Head trauma is a significant public health problem that accounts for thousands of admissions annually and costs the healthcare system billions of dollars. Most patients with head trauma are seen in the emergency department; the head injury is often associated with other organ injuries. Most patients require admission and monitoring in an intensive care unit (ICU) setting. The outcome of these patients depends on the severity of the head trauma, initial GCS score, and any other organ injury. Data indicate that those patients with an initial GCS of 8 or less have a mortality rate of 30% within 2 weeks of the damage. Other negative prognostic factors include advanced age, elevated intracranial pressure, and the presence of a gross neurologic deficit on presentation. ICU nurses play a vital role in managing these patients, from providing primary medical care, monitoring DVT and ulcer prophylaxis, monitoring the patient for complications, and reporting concerns to the team. The dietitian manages the nutrition, and physical therapists provide bedside exercises to prevent muscle wasting.

Patients with a GCS of less than 9 often require mechanical ventilation, tracheostomy, and a feeding tube. With prolonged hospital stays, they are prone to pressure ulcers, aspiration, sepsis, failure to thrive, and deep vein thrombus. Patients who are deemed brain dead are assessed by the team, including specialists from the end of life care. Recovery in most patients can take months or years. Those discharged may have residual deficits in executive function or neurological deficits. Some require speech, occupational, and physical therapy for months. In addition, the social worker should assess the home environment to ensure it is safe and offers amenities for the disabled person. Only through such a team approach can the morbidity of head trauma be lowered.

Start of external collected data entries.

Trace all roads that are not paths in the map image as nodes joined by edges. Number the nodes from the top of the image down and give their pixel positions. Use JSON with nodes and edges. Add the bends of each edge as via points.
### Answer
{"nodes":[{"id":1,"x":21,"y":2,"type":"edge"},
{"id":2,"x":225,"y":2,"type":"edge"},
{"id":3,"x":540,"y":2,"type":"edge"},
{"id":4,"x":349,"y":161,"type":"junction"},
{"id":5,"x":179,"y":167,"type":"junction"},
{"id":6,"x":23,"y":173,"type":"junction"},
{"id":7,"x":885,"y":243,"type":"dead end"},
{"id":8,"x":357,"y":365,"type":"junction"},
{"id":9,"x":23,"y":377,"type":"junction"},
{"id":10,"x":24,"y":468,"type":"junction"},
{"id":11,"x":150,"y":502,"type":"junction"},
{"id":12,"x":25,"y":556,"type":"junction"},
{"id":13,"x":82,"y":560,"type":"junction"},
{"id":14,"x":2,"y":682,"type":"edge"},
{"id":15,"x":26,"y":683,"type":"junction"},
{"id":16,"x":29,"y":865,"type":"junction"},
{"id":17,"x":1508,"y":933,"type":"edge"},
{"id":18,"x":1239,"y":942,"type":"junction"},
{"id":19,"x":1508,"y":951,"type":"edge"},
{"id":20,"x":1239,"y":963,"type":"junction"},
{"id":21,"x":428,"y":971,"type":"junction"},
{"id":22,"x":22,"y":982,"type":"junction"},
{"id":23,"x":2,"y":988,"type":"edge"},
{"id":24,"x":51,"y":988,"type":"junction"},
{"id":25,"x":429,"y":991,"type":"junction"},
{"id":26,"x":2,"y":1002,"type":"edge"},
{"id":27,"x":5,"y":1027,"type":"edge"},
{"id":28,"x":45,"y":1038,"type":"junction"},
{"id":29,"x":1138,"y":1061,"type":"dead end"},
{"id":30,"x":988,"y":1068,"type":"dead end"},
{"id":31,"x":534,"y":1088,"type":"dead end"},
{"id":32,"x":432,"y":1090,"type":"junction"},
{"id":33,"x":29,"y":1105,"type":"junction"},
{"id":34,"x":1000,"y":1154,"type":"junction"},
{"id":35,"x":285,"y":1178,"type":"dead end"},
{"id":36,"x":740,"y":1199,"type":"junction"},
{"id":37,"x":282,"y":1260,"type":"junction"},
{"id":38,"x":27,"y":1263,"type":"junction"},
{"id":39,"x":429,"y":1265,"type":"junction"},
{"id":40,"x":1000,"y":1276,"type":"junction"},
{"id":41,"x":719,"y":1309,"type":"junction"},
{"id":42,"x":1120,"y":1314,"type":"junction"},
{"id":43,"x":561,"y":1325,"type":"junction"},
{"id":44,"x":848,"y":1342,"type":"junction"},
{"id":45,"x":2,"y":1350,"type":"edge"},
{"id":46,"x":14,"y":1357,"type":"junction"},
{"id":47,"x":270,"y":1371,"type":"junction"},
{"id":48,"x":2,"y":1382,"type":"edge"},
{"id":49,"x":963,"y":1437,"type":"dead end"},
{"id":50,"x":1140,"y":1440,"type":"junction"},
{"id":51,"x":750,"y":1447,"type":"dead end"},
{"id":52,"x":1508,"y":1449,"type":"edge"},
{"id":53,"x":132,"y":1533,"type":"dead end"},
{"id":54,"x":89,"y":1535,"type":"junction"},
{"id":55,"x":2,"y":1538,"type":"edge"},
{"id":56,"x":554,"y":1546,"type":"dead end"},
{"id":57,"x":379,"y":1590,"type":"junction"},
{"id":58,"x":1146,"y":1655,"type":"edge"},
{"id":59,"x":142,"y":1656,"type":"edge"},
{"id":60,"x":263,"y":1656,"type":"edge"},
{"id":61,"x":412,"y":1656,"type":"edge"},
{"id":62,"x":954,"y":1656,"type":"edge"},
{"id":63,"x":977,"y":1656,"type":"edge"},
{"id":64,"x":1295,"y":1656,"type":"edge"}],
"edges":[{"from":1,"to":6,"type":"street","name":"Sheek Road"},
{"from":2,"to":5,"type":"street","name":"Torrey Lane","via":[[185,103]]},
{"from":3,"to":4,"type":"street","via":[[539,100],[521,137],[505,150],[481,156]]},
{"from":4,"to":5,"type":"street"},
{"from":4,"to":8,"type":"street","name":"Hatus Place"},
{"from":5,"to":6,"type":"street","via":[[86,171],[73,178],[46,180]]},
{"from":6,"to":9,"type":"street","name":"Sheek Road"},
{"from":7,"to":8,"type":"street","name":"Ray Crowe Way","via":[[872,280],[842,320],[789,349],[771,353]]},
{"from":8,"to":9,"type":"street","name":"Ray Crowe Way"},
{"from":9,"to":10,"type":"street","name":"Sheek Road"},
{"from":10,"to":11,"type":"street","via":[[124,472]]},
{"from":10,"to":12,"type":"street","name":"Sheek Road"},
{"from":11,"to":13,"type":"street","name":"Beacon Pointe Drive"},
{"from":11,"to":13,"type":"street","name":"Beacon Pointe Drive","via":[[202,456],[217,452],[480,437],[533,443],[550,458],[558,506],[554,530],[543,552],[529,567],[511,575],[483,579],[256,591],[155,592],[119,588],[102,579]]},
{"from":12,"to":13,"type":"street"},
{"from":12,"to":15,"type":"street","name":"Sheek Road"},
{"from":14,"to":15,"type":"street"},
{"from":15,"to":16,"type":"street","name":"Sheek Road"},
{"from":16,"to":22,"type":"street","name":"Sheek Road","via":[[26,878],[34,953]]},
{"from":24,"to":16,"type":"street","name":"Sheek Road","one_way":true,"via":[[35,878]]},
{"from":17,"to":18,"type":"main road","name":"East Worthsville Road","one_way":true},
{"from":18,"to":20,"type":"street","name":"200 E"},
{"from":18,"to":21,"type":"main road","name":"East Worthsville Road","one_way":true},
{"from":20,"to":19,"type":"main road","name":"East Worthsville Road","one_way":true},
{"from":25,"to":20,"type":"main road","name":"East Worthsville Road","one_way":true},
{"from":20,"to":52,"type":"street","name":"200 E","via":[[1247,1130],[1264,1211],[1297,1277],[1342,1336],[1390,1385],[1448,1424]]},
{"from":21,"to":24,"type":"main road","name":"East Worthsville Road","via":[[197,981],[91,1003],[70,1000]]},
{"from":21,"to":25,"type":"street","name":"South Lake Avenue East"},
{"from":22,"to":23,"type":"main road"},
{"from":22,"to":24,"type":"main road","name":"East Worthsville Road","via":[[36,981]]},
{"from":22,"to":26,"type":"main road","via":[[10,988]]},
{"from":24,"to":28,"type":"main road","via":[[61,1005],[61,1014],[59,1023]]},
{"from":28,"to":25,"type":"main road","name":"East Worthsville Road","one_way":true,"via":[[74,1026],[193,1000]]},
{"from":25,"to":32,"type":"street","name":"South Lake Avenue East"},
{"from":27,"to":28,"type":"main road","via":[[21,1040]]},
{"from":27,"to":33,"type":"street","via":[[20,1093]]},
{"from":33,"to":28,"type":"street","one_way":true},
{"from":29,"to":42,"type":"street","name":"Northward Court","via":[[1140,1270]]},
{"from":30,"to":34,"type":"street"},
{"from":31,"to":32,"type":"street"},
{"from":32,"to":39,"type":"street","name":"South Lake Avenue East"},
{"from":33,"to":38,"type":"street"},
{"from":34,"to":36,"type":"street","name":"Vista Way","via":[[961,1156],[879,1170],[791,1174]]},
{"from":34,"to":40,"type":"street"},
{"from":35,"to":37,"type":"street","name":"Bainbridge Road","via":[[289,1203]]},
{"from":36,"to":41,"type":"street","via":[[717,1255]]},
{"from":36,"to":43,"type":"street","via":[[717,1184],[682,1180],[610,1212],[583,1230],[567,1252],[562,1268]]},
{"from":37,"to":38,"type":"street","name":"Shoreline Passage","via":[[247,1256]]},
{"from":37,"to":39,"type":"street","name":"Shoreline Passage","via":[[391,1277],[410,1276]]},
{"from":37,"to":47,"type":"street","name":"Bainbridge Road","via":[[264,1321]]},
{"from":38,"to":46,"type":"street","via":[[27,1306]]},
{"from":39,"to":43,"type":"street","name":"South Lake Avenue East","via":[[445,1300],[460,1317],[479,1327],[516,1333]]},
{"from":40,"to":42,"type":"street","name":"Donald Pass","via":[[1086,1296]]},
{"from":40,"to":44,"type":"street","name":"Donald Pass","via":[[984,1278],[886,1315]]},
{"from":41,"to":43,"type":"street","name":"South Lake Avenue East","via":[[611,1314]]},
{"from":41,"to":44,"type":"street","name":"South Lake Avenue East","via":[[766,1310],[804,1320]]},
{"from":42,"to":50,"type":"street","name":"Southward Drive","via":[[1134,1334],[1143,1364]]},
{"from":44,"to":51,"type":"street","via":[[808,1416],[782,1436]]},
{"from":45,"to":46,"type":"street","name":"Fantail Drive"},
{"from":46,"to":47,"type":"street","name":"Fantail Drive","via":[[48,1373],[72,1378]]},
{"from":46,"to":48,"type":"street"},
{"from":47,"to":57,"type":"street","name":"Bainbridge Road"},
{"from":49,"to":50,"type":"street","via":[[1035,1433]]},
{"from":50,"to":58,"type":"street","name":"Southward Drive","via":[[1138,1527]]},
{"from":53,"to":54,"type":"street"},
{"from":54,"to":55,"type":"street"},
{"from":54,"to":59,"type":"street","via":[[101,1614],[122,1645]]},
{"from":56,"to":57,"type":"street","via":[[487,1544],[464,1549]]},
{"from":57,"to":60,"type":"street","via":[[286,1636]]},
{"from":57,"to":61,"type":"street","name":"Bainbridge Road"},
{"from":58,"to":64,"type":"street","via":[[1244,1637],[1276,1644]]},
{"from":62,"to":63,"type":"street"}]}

Many young people still lead a lifestyle that predisposes them to head injury. Young people still drink and drive, text while driving, abuse alcohol and illicit drugs, and are often involved in high-risk sporting activities, which makes them susceptible to head trauma.[42][43] The cornerstone in preventing head trauma is public awareness in following traffic rules, wearing helmets and seat belts, and avoiding drunk driving.[17] Stringent resuscitation, early specialist management, timely intervention for primary insult, minimizing secondary insults, and target-driven care (ICP reduction below 20 mm Hg and CPP of around 60 mm Hg) are the cornerstones of management.[17] A patient-centered 'care bundle' through a holistic team approach is paramount.[17] Long-term improvement should be optimized through vocational intervention programs (VIP) and cognitive rehabilitation strategies.[44][45] The transition should be focused on 'precision medicine.'[3] The gaps in patient care while transitioning from hospital to community setup should be minimized.[46]